WHAT IS REQUIRED:
Track down each line below containing the string "Murrayshall" and copy it.

[[ PROVIDED ENTRIES open ]]

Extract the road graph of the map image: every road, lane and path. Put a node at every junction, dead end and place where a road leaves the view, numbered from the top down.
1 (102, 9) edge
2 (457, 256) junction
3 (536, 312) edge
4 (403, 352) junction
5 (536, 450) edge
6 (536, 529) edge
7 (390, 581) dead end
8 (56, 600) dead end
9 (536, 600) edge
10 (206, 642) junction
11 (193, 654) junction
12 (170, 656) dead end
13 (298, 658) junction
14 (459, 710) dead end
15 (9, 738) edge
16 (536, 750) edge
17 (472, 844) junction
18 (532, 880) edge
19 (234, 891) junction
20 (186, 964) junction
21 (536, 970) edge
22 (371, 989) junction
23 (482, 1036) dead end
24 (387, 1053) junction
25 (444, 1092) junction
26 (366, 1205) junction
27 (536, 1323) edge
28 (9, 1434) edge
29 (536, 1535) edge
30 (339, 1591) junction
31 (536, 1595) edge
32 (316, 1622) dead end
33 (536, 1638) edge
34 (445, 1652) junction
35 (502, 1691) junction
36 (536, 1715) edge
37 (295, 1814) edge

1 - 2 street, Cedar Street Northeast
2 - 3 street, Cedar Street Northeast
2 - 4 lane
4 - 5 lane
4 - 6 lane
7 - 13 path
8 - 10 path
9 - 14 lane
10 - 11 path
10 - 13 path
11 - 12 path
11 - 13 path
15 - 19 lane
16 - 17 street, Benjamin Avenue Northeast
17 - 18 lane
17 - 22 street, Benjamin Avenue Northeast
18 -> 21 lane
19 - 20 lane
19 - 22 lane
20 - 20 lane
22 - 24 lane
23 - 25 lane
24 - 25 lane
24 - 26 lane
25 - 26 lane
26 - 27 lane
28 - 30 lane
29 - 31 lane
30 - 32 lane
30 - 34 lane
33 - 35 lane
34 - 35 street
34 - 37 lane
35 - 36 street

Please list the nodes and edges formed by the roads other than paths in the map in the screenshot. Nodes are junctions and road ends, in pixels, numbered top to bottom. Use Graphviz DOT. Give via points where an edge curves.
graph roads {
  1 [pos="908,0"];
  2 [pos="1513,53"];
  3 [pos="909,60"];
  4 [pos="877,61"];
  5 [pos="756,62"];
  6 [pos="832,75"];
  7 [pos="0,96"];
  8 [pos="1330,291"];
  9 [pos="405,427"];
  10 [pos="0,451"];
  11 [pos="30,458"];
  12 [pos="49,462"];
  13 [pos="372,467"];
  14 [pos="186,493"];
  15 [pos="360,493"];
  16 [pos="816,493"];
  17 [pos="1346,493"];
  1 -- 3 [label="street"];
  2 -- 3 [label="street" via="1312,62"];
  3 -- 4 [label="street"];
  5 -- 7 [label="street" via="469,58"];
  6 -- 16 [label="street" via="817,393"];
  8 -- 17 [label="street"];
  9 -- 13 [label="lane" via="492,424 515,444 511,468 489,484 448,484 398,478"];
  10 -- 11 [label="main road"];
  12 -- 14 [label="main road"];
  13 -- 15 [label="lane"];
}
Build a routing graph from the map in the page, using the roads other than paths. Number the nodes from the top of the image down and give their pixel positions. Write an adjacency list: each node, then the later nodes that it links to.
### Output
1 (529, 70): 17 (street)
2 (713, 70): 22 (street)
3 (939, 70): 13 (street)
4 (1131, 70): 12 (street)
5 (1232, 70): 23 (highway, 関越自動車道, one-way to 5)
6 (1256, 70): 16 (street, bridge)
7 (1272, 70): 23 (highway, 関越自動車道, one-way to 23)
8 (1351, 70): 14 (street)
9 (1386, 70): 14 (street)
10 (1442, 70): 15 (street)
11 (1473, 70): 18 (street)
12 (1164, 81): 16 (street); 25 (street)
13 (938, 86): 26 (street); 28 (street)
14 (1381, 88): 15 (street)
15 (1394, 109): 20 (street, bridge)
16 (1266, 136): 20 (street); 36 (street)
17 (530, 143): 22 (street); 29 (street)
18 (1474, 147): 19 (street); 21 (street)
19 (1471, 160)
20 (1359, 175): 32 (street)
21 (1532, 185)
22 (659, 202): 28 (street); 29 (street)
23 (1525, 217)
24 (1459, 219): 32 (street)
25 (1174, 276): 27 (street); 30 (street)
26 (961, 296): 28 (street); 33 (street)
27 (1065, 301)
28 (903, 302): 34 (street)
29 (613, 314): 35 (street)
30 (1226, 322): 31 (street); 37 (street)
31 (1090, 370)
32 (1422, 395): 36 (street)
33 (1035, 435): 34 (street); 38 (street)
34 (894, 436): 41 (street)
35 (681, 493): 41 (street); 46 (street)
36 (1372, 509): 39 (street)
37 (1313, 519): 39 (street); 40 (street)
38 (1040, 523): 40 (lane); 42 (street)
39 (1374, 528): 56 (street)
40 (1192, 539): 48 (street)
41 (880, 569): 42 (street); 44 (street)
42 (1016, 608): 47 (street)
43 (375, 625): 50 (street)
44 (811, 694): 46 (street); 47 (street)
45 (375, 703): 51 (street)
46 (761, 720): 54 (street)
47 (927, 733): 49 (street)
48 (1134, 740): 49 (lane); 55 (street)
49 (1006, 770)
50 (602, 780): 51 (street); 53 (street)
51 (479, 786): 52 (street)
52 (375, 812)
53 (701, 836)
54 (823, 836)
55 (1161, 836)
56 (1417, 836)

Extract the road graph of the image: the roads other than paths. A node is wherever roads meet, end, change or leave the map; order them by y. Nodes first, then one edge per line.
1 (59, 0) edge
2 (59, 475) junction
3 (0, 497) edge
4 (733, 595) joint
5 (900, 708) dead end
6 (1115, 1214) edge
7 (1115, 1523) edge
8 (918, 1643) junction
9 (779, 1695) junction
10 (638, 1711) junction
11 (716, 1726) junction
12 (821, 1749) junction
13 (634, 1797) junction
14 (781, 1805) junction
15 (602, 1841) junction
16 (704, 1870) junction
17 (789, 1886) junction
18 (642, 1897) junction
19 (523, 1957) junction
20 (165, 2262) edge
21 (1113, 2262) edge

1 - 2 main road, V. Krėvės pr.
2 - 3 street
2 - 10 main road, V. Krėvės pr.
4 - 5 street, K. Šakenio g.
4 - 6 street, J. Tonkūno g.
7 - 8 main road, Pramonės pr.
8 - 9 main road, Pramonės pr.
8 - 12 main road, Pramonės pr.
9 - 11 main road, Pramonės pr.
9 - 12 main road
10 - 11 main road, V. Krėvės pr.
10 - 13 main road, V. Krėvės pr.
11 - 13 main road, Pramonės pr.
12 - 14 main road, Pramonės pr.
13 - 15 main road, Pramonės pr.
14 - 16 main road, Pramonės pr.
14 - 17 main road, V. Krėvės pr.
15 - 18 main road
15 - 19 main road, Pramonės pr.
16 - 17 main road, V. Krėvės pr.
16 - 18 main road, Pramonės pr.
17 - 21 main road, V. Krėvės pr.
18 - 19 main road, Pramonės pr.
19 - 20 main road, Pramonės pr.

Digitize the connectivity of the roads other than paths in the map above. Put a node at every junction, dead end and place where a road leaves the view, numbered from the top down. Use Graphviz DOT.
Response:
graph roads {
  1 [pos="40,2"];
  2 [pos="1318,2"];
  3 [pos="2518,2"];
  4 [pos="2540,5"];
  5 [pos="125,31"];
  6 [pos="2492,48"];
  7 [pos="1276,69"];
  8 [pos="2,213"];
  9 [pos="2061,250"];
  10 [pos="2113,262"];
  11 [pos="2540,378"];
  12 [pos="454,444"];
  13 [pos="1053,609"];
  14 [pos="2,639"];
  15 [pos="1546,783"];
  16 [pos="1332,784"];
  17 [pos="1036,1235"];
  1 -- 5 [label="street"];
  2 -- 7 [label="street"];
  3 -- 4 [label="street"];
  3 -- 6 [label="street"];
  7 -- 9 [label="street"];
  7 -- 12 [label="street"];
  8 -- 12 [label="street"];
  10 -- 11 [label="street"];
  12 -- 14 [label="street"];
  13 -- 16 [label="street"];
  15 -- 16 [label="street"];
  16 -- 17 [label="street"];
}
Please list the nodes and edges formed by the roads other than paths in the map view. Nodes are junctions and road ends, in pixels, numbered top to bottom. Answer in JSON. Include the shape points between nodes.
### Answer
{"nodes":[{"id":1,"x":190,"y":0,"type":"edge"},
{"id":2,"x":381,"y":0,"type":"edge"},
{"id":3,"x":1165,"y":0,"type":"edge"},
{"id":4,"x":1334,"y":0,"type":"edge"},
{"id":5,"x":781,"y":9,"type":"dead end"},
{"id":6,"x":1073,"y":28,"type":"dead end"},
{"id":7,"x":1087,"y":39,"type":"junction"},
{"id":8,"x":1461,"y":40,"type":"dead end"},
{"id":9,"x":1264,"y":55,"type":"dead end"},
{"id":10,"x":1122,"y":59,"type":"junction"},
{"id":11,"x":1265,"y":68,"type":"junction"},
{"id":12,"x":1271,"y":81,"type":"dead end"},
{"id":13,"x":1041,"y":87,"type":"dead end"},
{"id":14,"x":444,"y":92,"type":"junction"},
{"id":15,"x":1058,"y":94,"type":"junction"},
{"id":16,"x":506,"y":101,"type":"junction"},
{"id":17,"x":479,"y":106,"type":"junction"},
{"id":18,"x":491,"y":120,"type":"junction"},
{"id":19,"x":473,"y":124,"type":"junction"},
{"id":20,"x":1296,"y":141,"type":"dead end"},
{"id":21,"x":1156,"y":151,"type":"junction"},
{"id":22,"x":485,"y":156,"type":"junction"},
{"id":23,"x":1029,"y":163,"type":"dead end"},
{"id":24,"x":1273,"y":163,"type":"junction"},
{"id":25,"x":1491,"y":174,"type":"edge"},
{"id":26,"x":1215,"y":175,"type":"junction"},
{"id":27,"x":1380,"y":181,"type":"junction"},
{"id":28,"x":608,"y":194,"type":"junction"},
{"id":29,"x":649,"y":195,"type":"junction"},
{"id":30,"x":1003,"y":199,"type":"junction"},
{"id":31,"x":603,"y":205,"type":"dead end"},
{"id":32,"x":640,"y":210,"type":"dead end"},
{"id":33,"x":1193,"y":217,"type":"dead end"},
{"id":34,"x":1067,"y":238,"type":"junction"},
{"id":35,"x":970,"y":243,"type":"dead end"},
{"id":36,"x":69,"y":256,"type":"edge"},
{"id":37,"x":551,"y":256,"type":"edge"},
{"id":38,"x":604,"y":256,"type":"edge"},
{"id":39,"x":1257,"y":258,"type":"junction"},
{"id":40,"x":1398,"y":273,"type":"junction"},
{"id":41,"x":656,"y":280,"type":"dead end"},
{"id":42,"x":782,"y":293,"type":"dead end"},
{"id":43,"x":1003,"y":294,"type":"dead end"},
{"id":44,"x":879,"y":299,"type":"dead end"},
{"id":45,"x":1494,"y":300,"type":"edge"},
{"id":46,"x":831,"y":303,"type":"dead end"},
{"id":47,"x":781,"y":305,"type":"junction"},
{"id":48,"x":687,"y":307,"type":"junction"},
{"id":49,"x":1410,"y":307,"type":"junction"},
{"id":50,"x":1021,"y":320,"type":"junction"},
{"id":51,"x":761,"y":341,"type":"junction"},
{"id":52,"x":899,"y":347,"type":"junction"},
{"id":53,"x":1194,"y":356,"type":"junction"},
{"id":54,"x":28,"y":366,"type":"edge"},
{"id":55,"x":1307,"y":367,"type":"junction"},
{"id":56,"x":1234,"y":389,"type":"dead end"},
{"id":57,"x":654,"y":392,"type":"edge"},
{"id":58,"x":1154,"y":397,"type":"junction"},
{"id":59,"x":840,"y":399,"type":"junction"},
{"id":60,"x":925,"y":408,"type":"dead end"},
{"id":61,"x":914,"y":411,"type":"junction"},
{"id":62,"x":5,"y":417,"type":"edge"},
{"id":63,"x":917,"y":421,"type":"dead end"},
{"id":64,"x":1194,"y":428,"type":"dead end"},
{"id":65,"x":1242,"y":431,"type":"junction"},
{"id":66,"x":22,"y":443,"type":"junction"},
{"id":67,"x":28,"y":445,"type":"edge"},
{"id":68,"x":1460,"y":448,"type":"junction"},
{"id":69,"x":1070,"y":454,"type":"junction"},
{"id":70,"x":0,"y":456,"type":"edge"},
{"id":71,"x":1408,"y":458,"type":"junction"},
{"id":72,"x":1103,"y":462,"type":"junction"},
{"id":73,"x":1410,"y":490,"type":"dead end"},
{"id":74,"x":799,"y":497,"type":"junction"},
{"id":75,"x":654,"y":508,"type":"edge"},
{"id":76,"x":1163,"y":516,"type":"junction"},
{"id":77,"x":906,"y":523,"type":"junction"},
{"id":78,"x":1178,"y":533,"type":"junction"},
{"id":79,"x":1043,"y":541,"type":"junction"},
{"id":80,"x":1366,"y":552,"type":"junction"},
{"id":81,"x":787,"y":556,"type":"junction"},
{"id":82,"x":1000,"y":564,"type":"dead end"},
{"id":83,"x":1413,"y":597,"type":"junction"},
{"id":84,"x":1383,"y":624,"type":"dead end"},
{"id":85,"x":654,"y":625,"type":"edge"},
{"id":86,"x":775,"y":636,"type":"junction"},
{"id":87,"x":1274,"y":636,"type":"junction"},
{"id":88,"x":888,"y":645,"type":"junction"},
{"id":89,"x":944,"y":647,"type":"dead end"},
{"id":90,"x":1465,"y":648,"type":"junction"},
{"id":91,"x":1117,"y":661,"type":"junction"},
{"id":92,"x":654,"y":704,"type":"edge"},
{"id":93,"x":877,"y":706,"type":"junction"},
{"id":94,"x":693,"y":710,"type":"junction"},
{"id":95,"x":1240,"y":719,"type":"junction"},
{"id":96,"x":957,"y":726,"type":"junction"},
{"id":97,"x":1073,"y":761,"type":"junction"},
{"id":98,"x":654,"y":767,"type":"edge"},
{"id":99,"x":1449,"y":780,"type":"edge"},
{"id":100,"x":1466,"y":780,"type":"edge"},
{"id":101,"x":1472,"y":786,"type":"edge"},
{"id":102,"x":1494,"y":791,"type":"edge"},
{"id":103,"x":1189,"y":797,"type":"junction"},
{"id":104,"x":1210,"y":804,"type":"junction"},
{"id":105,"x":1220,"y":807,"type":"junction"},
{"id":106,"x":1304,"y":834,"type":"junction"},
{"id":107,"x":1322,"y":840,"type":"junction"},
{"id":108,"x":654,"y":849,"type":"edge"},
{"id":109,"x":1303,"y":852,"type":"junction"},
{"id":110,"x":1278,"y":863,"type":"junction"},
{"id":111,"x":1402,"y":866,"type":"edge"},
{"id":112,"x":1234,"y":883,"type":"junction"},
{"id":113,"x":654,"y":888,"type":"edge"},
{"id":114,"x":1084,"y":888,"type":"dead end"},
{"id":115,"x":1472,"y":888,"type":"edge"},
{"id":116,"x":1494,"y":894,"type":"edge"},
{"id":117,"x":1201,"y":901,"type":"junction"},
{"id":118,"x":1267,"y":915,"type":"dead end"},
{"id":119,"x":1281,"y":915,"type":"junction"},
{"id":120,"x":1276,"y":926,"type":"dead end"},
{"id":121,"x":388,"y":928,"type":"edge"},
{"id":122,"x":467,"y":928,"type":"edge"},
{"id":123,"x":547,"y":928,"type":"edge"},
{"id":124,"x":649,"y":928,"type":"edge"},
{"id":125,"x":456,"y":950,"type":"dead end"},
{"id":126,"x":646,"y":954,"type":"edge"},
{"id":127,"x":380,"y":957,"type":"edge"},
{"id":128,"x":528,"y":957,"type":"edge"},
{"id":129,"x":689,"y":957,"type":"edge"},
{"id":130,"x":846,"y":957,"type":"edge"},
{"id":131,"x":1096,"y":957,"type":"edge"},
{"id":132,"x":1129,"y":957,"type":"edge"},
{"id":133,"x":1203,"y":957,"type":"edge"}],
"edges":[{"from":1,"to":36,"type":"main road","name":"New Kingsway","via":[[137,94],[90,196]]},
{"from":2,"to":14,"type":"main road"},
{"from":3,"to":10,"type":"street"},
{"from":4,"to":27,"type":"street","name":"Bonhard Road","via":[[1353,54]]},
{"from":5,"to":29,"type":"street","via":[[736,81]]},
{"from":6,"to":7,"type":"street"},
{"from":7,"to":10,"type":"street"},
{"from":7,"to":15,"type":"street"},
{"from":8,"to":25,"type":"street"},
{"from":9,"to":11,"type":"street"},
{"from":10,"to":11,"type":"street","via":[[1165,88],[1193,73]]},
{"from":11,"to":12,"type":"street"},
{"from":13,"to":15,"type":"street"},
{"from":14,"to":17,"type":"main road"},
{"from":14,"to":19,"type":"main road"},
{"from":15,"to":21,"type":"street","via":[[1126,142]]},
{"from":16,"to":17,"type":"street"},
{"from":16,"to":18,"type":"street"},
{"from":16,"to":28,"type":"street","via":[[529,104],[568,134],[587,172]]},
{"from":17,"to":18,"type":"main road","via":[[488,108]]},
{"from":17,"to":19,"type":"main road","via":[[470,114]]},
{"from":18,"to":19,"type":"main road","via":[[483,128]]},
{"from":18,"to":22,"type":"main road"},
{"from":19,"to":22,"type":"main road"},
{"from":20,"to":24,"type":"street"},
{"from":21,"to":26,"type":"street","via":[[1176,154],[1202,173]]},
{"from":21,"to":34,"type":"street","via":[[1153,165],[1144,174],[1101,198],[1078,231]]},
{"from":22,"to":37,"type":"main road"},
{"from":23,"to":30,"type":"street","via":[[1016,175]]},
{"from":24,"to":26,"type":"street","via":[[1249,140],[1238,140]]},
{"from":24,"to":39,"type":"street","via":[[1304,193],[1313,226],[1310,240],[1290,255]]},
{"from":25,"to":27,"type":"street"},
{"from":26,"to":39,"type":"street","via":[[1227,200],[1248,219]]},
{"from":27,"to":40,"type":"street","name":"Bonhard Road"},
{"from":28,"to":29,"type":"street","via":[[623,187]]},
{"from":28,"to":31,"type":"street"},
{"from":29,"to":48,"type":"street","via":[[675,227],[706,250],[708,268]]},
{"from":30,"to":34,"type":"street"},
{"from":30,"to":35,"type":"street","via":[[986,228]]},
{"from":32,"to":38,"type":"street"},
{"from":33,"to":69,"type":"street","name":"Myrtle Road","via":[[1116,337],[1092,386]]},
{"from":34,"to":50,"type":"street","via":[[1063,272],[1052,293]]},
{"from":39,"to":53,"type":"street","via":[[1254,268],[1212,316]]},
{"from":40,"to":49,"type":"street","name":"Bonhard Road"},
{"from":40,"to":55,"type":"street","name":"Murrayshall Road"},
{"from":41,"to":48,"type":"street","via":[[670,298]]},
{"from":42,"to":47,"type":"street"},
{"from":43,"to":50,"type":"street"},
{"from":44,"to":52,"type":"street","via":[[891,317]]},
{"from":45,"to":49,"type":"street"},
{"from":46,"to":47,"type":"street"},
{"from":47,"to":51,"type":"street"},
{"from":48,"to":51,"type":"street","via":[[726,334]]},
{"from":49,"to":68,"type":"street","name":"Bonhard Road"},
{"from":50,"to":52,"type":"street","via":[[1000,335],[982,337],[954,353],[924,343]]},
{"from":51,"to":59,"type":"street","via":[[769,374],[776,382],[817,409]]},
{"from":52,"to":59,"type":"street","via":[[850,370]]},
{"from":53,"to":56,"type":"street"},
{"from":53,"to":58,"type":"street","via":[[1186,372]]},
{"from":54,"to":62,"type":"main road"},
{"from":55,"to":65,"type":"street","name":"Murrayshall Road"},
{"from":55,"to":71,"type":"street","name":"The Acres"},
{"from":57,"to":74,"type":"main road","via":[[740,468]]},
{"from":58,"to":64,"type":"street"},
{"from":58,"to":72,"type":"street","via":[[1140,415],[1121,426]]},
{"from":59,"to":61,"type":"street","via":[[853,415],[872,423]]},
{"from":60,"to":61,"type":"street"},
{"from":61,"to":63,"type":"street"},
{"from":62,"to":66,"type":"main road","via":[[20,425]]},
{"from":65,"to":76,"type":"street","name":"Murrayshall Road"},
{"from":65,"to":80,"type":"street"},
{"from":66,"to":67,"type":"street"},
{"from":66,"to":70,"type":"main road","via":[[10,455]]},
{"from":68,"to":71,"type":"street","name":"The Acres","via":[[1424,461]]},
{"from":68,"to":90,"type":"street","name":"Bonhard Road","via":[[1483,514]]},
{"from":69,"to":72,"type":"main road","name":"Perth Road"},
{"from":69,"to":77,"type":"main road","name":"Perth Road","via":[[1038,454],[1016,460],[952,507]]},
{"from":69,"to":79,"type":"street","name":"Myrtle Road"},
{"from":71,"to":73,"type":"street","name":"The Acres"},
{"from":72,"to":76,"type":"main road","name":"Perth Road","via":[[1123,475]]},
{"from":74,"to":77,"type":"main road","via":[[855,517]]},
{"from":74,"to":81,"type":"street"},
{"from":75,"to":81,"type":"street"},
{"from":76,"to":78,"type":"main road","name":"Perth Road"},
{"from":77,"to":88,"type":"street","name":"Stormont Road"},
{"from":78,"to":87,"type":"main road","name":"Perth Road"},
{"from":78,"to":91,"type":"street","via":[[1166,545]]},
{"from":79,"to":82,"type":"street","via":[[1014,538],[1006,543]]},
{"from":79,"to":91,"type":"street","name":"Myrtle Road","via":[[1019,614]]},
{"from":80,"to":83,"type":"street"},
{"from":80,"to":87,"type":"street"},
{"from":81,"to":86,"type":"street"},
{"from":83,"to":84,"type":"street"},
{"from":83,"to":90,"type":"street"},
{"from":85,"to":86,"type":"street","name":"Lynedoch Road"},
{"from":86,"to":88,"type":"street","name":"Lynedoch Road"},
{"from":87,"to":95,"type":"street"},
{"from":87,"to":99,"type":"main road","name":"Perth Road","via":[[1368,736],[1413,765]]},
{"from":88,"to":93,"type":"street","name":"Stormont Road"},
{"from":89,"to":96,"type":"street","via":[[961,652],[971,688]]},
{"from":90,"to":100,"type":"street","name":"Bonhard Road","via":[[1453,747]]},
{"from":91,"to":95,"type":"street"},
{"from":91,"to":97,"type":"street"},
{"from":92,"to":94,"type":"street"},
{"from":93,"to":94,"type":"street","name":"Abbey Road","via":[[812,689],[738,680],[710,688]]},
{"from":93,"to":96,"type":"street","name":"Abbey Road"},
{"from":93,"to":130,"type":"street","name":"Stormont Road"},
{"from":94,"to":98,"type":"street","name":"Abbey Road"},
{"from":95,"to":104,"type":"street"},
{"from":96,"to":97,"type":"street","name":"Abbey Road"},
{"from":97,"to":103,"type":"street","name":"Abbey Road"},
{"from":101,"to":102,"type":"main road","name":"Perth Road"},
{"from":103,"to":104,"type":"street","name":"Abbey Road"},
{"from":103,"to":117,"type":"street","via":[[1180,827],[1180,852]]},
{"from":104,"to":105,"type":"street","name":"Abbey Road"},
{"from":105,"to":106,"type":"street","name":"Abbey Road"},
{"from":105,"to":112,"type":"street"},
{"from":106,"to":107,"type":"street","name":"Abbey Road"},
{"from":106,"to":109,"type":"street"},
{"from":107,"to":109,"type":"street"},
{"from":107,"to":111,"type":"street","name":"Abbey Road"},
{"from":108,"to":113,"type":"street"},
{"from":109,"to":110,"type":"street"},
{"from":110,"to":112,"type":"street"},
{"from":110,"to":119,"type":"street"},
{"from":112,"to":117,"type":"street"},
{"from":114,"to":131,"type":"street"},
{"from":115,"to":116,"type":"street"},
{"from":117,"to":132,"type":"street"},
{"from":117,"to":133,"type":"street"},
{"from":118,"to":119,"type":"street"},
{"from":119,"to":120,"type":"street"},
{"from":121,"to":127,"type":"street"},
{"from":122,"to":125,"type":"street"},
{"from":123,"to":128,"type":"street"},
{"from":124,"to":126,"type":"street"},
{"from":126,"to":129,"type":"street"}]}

[[ PROVIDED ENTRIES closed ]]

REPLY:
{"from":40,"to":55,"type":"street","name":"Murrayshall Road"},
{"from":55,"to":65,"type":"street","name":"Murrayshall Road"},
{"from":65,"to":76,"type":"street","name":"Murrayshall Road"},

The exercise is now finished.